What the task asks: Go through the material and copy each line that includes "Union".

----------

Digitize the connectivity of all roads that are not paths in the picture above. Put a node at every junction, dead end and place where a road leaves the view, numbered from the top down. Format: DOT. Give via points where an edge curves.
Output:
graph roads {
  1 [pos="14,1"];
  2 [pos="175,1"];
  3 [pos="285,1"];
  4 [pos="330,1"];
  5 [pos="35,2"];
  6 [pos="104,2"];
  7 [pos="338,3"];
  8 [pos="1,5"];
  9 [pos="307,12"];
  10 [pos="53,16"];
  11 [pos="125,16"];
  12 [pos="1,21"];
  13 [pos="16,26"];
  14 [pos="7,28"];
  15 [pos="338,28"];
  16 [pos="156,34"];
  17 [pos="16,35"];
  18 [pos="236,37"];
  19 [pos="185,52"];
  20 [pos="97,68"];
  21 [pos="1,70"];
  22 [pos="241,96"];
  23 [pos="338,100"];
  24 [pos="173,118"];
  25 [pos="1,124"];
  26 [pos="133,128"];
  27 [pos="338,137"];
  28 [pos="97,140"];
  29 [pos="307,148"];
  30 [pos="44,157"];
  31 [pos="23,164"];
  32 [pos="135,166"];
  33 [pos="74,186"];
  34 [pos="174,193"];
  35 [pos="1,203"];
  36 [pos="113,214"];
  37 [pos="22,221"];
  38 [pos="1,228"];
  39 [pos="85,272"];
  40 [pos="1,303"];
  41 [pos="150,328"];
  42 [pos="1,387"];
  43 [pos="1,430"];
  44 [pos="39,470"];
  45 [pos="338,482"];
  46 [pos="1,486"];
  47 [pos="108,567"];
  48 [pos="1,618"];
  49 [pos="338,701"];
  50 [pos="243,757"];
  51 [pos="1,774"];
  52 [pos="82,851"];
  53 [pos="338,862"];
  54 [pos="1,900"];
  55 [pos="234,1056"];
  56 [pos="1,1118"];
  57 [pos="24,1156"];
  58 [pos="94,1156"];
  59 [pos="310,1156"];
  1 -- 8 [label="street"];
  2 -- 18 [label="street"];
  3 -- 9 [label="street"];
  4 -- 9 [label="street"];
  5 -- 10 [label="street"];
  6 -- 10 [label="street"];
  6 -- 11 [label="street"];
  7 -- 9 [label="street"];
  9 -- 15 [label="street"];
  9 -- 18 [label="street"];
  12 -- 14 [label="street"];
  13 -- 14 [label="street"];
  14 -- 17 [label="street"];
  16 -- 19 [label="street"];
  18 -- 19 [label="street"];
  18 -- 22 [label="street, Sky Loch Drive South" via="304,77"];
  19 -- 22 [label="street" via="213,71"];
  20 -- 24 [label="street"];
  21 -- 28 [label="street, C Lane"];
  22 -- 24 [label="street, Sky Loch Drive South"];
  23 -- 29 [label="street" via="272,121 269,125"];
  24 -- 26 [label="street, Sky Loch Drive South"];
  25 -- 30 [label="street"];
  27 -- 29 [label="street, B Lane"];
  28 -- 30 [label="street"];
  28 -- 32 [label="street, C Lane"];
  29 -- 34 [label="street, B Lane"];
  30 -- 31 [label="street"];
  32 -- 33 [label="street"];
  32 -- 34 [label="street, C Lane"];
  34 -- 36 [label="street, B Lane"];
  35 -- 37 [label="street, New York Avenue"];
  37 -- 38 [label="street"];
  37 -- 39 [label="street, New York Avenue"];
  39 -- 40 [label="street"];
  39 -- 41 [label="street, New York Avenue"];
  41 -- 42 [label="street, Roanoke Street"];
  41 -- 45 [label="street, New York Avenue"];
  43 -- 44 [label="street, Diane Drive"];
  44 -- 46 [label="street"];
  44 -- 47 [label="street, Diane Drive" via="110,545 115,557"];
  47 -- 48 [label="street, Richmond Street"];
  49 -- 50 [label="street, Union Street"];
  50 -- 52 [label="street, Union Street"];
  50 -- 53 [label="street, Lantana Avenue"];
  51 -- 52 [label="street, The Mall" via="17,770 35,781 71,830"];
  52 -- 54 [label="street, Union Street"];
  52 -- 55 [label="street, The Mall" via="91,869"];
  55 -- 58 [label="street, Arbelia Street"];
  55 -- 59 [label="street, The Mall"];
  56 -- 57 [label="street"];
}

----------

Output of the task:
  49 -- 50 [label="street, Union Street"];
  50 -- 52 [label="street, Union Street"];
  52 -- 54 [label="street, Union Street"];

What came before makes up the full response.